Yates owned Consolidated Film Industries, which made a fortune developing film stock for Hollywood studios. However, by the mid-30s the major studios had built their own in-house laboratories for purposes of both economy and control. This left the Poverty Row independents as Yates’ customers, and in the depths of the Depression they owed him a small fortune. Yates prevailed upon these companies (Monogram, Liberty, Chesterfield, Majestic, Mascot, and Invincible) to merge under his umbrella or face foreclosure on their outstanding lab bills. Thus, Republic Pictures was born. Yates proved to be a petty tyrant and soon dissension was born within the ranks. The first to defect was Larry Darmour (Majestic), who joined Columbia as an independent producer. In 1937, Trem Carr and W. Ray Johnston revived Monogram.
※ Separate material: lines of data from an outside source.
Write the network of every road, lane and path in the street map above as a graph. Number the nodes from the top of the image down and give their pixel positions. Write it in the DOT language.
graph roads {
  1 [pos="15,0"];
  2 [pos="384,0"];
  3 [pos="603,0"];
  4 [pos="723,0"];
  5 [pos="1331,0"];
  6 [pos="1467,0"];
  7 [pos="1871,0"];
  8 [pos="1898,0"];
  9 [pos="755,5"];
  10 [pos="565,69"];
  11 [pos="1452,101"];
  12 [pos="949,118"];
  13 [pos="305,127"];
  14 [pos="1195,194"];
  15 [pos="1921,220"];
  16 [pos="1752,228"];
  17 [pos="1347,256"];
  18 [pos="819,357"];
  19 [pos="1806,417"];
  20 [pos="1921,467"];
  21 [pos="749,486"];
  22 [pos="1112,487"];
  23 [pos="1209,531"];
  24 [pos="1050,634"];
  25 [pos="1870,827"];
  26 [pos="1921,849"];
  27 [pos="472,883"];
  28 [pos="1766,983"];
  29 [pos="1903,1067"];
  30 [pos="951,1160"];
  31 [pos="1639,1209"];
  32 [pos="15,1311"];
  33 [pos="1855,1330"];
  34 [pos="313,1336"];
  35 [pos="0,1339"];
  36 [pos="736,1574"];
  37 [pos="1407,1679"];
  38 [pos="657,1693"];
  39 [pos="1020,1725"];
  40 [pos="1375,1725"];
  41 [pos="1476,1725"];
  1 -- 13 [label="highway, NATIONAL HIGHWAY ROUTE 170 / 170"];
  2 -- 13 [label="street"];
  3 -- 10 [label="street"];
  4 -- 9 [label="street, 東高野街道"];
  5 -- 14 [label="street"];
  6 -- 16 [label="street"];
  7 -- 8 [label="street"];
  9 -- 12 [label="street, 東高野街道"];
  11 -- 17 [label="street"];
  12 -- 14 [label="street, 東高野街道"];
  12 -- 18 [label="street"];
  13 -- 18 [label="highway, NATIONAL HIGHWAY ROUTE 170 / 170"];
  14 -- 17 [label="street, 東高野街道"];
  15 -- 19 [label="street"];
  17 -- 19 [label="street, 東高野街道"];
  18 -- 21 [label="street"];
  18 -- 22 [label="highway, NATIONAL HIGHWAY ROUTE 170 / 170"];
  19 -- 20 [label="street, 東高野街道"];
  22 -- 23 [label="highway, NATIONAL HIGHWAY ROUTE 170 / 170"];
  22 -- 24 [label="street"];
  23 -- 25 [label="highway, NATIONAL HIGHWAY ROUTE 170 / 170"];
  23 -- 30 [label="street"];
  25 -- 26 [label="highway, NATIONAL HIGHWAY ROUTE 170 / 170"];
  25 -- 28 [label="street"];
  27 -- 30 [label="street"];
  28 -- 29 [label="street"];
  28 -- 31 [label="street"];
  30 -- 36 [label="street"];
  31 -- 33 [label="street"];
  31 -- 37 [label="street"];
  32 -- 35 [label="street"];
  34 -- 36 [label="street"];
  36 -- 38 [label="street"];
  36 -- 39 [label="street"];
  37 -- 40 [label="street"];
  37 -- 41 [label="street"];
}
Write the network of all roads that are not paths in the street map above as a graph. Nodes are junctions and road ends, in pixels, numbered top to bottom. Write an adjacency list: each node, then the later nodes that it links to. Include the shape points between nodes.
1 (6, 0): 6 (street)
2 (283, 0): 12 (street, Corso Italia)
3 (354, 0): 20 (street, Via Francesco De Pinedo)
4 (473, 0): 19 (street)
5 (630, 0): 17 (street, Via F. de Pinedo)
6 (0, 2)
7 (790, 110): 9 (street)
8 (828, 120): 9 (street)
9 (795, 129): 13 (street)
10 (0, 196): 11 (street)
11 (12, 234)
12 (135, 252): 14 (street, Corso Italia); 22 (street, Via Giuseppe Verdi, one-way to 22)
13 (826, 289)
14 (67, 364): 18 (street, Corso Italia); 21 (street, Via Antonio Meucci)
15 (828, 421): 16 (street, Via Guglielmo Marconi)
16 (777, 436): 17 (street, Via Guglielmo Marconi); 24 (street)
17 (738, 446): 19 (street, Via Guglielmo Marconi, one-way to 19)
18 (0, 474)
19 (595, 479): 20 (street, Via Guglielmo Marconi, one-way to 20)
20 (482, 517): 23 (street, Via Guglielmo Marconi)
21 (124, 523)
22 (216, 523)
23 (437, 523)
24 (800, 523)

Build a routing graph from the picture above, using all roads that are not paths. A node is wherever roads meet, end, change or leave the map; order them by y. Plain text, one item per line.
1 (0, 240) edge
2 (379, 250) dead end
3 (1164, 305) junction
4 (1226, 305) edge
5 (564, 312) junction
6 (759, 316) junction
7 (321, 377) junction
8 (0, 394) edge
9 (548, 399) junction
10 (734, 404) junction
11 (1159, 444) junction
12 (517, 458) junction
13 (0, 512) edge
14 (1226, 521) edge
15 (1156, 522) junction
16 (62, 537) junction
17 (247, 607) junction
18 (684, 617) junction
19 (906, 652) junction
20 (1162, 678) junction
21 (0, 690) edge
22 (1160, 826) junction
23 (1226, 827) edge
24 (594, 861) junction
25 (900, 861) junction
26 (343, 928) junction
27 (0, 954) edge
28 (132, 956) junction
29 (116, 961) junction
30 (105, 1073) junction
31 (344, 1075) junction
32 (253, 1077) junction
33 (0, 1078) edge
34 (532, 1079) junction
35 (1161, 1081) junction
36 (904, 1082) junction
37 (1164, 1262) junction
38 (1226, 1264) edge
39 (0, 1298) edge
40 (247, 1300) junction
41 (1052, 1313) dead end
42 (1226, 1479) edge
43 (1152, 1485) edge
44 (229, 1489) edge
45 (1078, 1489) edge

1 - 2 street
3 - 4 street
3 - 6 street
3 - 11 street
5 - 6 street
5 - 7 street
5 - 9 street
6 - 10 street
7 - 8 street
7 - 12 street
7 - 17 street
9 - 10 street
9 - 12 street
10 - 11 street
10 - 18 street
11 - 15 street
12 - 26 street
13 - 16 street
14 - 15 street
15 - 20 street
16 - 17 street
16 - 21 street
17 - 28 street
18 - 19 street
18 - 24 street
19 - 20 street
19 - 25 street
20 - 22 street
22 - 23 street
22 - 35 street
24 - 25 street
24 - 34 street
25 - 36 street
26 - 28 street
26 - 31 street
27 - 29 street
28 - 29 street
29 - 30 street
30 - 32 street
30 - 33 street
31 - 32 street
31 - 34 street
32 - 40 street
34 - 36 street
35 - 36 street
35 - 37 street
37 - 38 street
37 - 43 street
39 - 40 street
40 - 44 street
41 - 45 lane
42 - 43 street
Though the studio did well with is line of Westerns, serials and B-movies, Yates saw himself as a mover and shaker and wanted more. He would branch out into more expensive features as Sands of Iwo JimaThe Quiet ManJohnny Guitar and The Maverick Queen. He also pushed his wife, skater Vera Aruba Ralston as a major movie star. She was originally featured in musicals as the studio’s Republic's answer to the popular Sonja Henie at Fox, but Yates tried to build her up as a dramatic star and would cast her in leading roles opposite his important male stars, billing her as “the most beautiful woman in films.” But, truth be told, Ralston was a cardboard performer with the charisma of a gnat. The public stayed away and exhibitors complained that Republic was making too many Ralston pictures. (Years later, John Wayne admitted in an interview that the reason he left Republic in 1952 was the dread of having to make another picture with Miss Ralston.) Despite this incursion into A productions, the studio’s bread and butter remained its B output. A major earner for the studio was its films aimed at rural audiences featuring Bob Burns, The Weaver Brothers and the popular Judy Canova.

However, in the mid-‘50s the advancing popularity of television decimated the B-movie market. Republic was the first studio to jump into TV production, using stock footage from its movies in some of the shows, but the studio couldn’t afford to make films on bigger budgets. Their last gasp was an attempt at widescreen technology, called Naturama, for their Barbara Stanwyck-Barry Sullivan Western, The Maverick Queen, in 1956. In 1958 Yates tearfully there in the town and sold off or leased out the company’s studio and outdoor locations to independent producers.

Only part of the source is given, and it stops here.